А по той стороне шоссе, за канавой, прошла в завод группа человек в тридцать забастовщиков. Они шли напролом. Они шли работать.
На шоссе показался пристав.
IV«Вот это жест!» – думал Григорьев, восхищаясь сам собой, когда мчался по Литейному в совет съездов.
Там сегодня в честь Григорьева банкет.
Льют бархатный матовый свет стильные фонари подъезда. Плавно поднимаются и опускаются лифты. Дамские духи рвутся на улицу и заполняют квартал. Хор автомобилей клокочет, как прелюдия к музыке акций и дивидендов. Трамваи на Литейном заметно замедляли движение, направляя говор улицы только к одному дому совета съездов. Казалось, что по городу всюду шел перезвон и звонили только о золоте, о прибыли, о силе, о таланте Григорьева.

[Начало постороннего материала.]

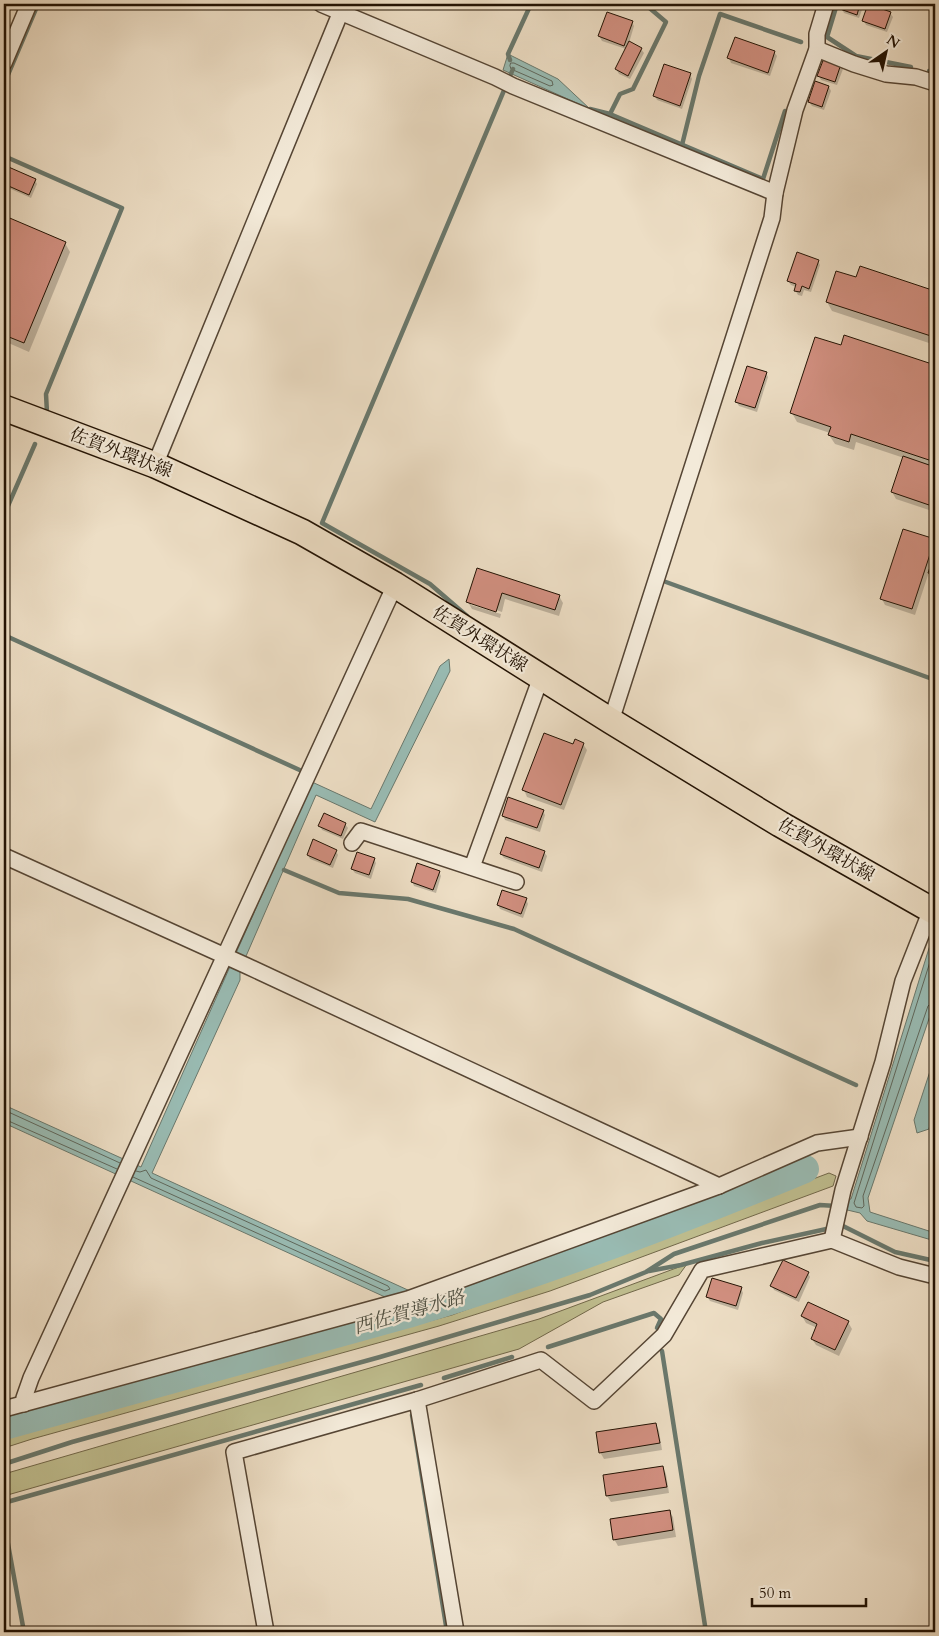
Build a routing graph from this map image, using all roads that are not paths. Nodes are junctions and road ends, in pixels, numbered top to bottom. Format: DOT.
graph roads {
  1 [pos="29,4"];
  2 [pos="321,4"];
  3 [pos="826,4"];
  4 [pos="343,8"];
  5 [pos="817,48"];
  6 [pos="4,63"];
  7 [pos="935,83"];
  8 [pos="775,193"];
  9 [pos="4,408"];
  10 [pos="155,465"];
  11 [pos="395,585"];
  12 [pos="541,677"];
  13 [pos="610,721"];
  14 [pos="352,843"];
  15 [pos="4,856"];
  16 [pos="472,867"];
  17 [pos="516,882"];
  18 [pos="934,908"];
  19 [pos="225,956"];
  20 [pos="860,1137"];
  21 [pos="719,1186"];
  22 [pos="832,1240"];
  23 [pos="935,1276"];
  24 [pos="417,1400"];
  25 [pos="24,1404"];
  26 [pos="4,1409"];
  27 [pos="266,1632"];
  28 [pos="456,1632"];
  1 -- 6 [label="street"];
  2 -- 4 [label="street"];
  3 -- 5 [label="street"];
  4 -- 8 [label="street"];
  4 -- 10 [label="street"];
  5 -- 7 [label="street"];
  5 -- 8 [label="street"];
  8 -- 13 [label="street"];
  9 -- 10 [label="main road, 佐賀外環状線"];
  10 -- 11 [label="main road, 佐賀外環状線"];
  11 -- 12 [label="main road, 佐賀外環状線"];
  11 -- 19 [label="street"];
  12 -- 13 [label="main road, 佐賀外環状線"];
  12 -- 16 [label="street"];
  13 -- 18 [label="main road, 佐賀外環状線"];
  14 -- 16 [label="street"];
  15 -- 19 [label="street"];
  16 -- 17 [label="street"];
  18 -- 20 [label="street"];
  19 -- 21 [label="street"];
  19 -- 25 [label="street"];
  20 -- 21 [label="street"];
  20 -- 22 [label="street"];
  21 -- 25 [label="street"];
  22 -- 23 [label="street"];
  22 -- 24 [label="street"];
  24 -- 27 [label="street"];
  24 -- 28 [label="street"];
  25 -- 26 [label="street"];
}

И когда вся улица прониклась этим торжественным переливом волнения и звука, потолки зала вспыхнули небывалой белизной и яркостью, улица присмирела, и из окон сразу, без настраивания хлынула на улицу стремительная буря оркестра. Гремела новая симфония «Гимн индустрии».
Это было воплощение мирового промышленного рокота под едва заметный аккомпанемент контрабасов, дававших иллюзию непрерывной работы мотора. Мотор то низко, настойчиво и терпеливо отсчитывал свои удары, и оркестр принижал свои железные бравады, точно внизу под землею тысячи титанов-машин бурят неимоверные толщи; то вдруг молоты подымутся кверху и там, за облаками, высоко поют свою песню самозабвенья, а оркестр, это – ликующее человечество, вырвавшееся из подземелья и смело пославшее машины в небо, к планетам, звездам и млечным путям. Казалось, что люди рвутся от земли, она тесна, она вся уже взята молотом и машиной.
Ликования оркестра перешли в крик и трепет тучи аэропланов, звуки уже плыли не в зале, а в незримых высях, сам оркестр потерялся для зрителя, и вот тогда-то на открытую эстраду вышла знаменитая итальянка Элиза Верньяньини и в воздухе исполнила балет «Греза аэро». Это был танец в полете. Элиза начинала земными плясками с земною женскою страстью. Блиставшая жемчугами и золотом, она срывала свои одежды, поражая залу стихийной исступленностью, обнажилась и, пережив все, что делает людей счастливыми внизу, ринулась в воздух, закружилася, плыла по небу, разбивала облака, осмеивала и развенчивала высочайшие горы земли и создания, и, улыбнувшись в последний раз океанам, ушла далеко от земли и потерялась, вся воздушная и шумная, невесомая и быстрая, и оттуда с высот неземных и не небесных звала смотрящие на нее толпы, города и миры.
Зала не выдержала. Полетели цветы, котелки, наполненные золотом, бриллианты.
Сверху спустился букет цветов в полурост Элизы. Она его поймала на лету, откланялась, потом спрыгнула вместе с ним с высоты и на глазах тысячи гостей передала Григорьеву.
Загремели аплодисменты. Это была овация Элизе, но через минуту публика уже ее забыла, и хлопки выросли в манифестацию Григорьеву.
Зал поднялся, позабыл симфонию, Элизу, ее заоблачные танцы.
Зал кричал и хлопал ему одному, кумиру дивиденда, золота. А Григорьев стоял спокойный и холодный, как черная статуя. Элиза, шумная и радостная, наслаждаясь его закаленной силой, спрашивала: «Неужели и теперь вы не потрясены?»